The Supreme Court of Canada has dismissed an appeal that would have permitted doctors to end life support for a severely brain-damaged man without the consent of his family or a substitute decision maker.

In a split decision on what the top court called a “tragic, yet increasingly common conflict,” Chief Justice Beverley McLachlin wrote for the majority that, under Ontario’s Health Care Consent Act, treatment cannot be confined to something that doctors consider to be of medical benefit to the patient.

Moreover, the court dryly observed that if death is considered a manifestation of ill health, then life support serves a preventive purpose.

The case involves 61-year-old Hassan Rasouli, who has been kept alive on a ventilator and feeding tube since brain surgery in 2010 went wrong.

Doctors at Toronto’s Sunnybrook hospital have determined there is no therapeutic hope of recovery and that keeping Rasouli on life support will result in a series of progressively worse medical complications as his body deteriorates.

However Rasouli’s wife refused consent to end life support, citing the couple’s Shia Muslim religion and a belief that her brain-damaged husband’s movements indicate some level of minimal consciousness.

Physicians involved in the case had argued that consent under Ontario’s 1996 consent act was not required, because withdrawal of life support does not provide any medical benefit to the patient.

Two lower Ontario courts disagreed and the Supreme Court, in a 5-2 ruling, upheld those lower court rulings.

McLachlin noted that the case revolves around a statutory interpretation of Ontario’s consent act. Similar legislation exists in at least five Canadian provinces.

She wrote the case does not resolve who should have the ultimate say in end-of-life decisions in the absence of such legislation.

“Nor does the case require us to resolve the philosophical debate over whether a next-of-kin’s decision should trump the physician’s interest in not being forced to provide non-beneficial treatment and the public interest in not funding treatment deemed of little or no value,” McLachlin cautioned.

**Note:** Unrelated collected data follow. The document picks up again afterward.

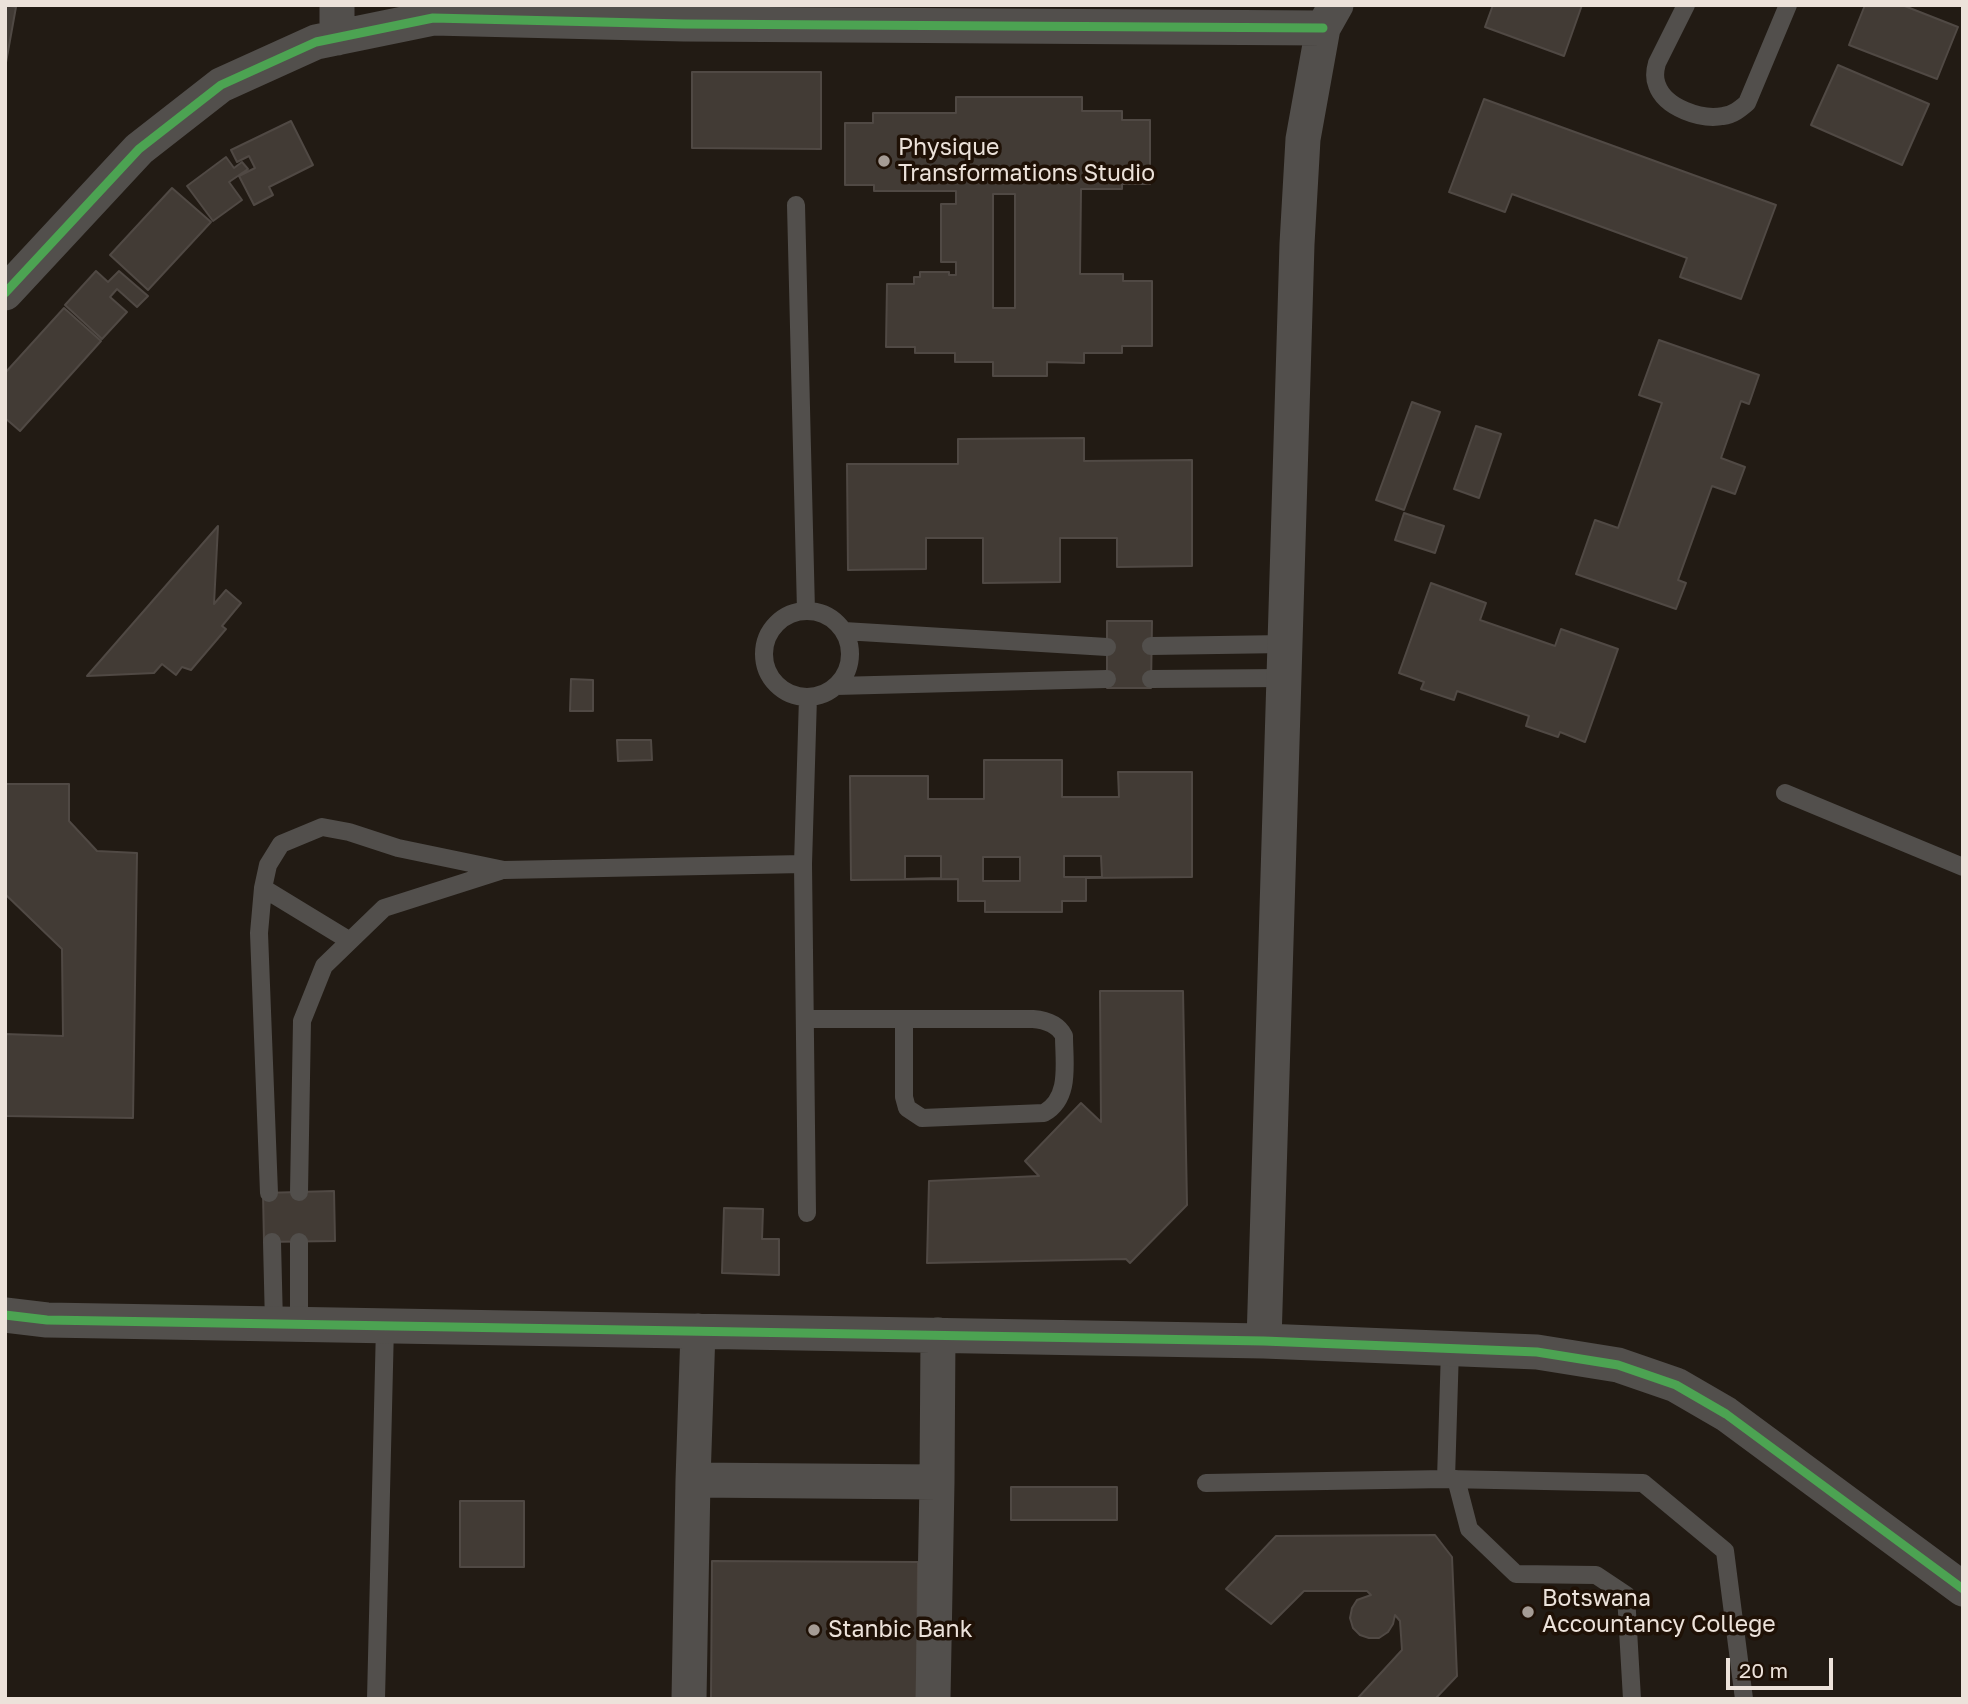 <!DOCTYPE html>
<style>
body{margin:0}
#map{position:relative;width:1968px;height:1704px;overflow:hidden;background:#221b14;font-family:"Golos Text",sans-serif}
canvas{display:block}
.frame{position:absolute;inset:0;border:7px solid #ece2da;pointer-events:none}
.scale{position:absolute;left:1726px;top:1658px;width:107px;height:32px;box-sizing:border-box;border:4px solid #ece2da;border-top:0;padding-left:9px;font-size:21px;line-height:24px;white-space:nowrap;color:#ece2da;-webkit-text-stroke:5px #1f1106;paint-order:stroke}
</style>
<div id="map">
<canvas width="1968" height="1704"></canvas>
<div class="frame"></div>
<div class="scale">20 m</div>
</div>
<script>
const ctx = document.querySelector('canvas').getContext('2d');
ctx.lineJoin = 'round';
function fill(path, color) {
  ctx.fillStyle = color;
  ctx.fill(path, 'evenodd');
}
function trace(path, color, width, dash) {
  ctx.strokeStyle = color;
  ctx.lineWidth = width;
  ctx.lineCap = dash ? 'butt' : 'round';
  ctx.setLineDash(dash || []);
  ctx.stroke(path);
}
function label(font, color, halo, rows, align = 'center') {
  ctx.font = font + ' "Golos Text",sans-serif';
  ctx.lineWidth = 7;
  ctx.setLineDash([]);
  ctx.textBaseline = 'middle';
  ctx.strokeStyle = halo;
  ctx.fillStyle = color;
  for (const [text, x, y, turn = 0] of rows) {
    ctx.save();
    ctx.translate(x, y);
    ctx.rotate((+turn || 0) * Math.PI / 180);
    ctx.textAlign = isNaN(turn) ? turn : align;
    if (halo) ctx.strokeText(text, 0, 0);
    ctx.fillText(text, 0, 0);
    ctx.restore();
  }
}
const building = new Path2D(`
 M5,5L16,7L5,68Z
 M1493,5H1582L1564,56L1485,27Z
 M1865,5H1902L1958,27L1937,79L1849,45Z
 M1838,65L1929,104L1902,165L1811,125Z
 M692,72H821V149L692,148Z
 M956,97H1082V111H1122V120H1150V184H1122V189H1081L1080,274H1123V281H1152V346H1122V353H1084V363L1047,362V376H993V362H955V353H915V347H886L887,284H914V277H920V272H949V275H956V262H941V204H956V191H874V185H845V123H873V113H956ZM993,194H1015V308H993Z
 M1484,99L1776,205L1741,299L1680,277L1687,258L1512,194L1505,212L1449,192Z
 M291,121L313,165L269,187L273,195L254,205L239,176L255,168L249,156L237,162L231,150Z
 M226,157L234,168L242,162L248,169L229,182L242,200L213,221L187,186Z
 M172,188L211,222L148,290L110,255Z
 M96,271L108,282L119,271L148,296L137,307L117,289L110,297L127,312L102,339L65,305Z
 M64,308L101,341L20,431L5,418V373Z
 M1659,340L1759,375L1749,404L1741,401L1721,458L1745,467L1735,494L1712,486L1678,580L1686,583L1676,609L1576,574L1595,520L1618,528L1662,403L1639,395Z
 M1412,402L1440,412L1404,510L1376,500Z
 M1476,426L1501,434L1479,498L1454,489Z
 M1084,438V461L1192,460V566L1117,567V538H1060V582L983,583V538H926V569L848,570L847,464H958V439Z
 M1404,513L1444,526L1435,553L1395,540Z
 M218,526L214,604L226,590L241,603L222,626L226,629L191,670L182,667L176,675L162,664L154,673L87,676Z
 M1431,583L1486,603L1480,620L1555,646L1561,629L1618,649L1585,742L1560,732L1558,737L1526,726L1529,716L1457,691L1454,700L1421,689L1424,682L1399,673Z
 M1107,621H1152L1151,688H1107Z
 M571,679L593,680V711H570Z
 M617,740H651L652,760L618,761Z
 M984,760H1062V797H1119L1118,772H1192V877L1086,878V901H1062V912H985V901H958V879L851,880L850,776H928V799H984ZM905,856H941V878L905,879ZM1064,856H1101L1102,877H1064ZM983,857H1020V881H983Z
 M5,784H69V821L97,851L137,853L133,1118L5,1116V1034L63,1036L62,949L5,894Z
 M1100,991H1183L1187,1205L1130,1263L1126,1259L927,1263L929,1181L1039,1176L1025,1161L1081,1103L1101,1122Z
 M334,1191L335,1241L264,1242L263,1193Z
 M724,1208L763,1209L762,1239H779V1275L722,1273Z
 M1011,1487H1117V1520H1011Z
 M460,1501H524V1567H460Z
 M1435,1535L1452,1557L1457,1676L1435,1699H1357L1402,1650L1400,1621L1395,1615L1393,1624L1388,1632L1379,1638H1369L1360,1635L1353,1628L1350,1618L1352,1608L1357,1600L1371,1595L1367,1591H1304L1271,1624L1226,1589L1276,1536Z
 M712,1561L918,1562L917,1699H711Z`);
fill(building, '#423b35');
trace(building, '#504944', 2);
trace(new Path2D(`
 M1686,5L1657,63C1655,70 1654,78 1657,85C1665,108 1701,120 1723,116C1733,115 1740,109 1747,103L1788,5
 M796,205L806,611
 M764 654a43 43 0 1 1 86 0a43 43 0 1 1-86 0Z
 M844,631L1107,647
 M1151,646L1285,644
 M1151,679L1284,678
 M836,686L1107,679
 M1785,793L1963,867
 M803,864L808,697
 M263,888L350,941
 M805,1019H1033C1045,1020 1058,1024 1064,1036C1064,1063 1071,1098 1044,1113L922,1118L907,1108L904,1097V1019
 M299,1192L302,1021L324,966L384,908L500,871
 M269,1193L259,933L263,888L268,865L281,844L322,827L349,832L398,848L504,870L803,864L807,1213
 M272,1242L274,1324
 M299,1242V1325
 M1446,1479L1450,1349
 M1456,1479L1469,1529L1516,1574L1596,1575L1626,1595L1632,1699
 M1206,1483L1446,1479L1643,1483L1725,1551L1744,1699
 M376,1699L385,1326`), '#524f4c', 18);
trace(new Path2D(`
 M337,5V38
 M5,293L139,149L221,85L316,42L433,18L684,24L1323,28
 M5,1315L47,1320L1264,1341L1537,1352L1618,1365L1676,1385L1726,1414L1963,1589
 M698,1331L693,1480L937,1482L938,1335
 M1264,1341L1297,244L1303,139L1323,28L1336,5
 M689,1699L693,1480
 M933,1699L937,1482`), '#524f4c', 35);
trace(new Path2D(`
 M5,293L139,149L221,85L316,42L433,18L684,24L1323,28
 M5,1315L47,1320L1264,1341L1537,1352L1618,1365L1676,1385L1726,1414L1963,1589`), '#4ca352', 9);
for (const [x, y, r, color] of [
 [884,161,7,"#a59c95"],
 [1528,1612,7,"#a59c95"],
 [814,1630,7,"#a59c95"]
]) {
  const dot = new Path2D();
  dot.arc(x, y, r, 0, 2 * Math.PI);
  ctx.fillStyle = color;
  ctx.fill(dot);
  trace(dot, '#1f1106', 2.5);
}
label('23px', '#ece2da', '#1f1106', [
 ["Physique",898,148],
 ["Transformations Studio",898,174],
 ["Botswana",1542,1599],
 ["Accountancy College",1542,1625],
 ["Stanbic Bank",828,1630]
], 'left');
</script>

Justice Andromache Karakatsanis, in a dissenting opinion, found that Ontario’s Health Care Consent Act does not “give patients, or their substitute decision-makers, the right to insist on the continuation of treatment that is futile, harmful, or contrary to medical standards of care.”

McLachlin gave a lengthy response in the judgment to the dissenting opinion, noting that the ethical dilemma of doctors who feel they are doing more harm than good by continuing life support cannot be avoided.

“Wherever one draws the line, it is inevitable that physicians will face ethical conflicts regarding the withdrawal of life support,” said the judgment.

“No legal principle can avoid every ethical dilemma.”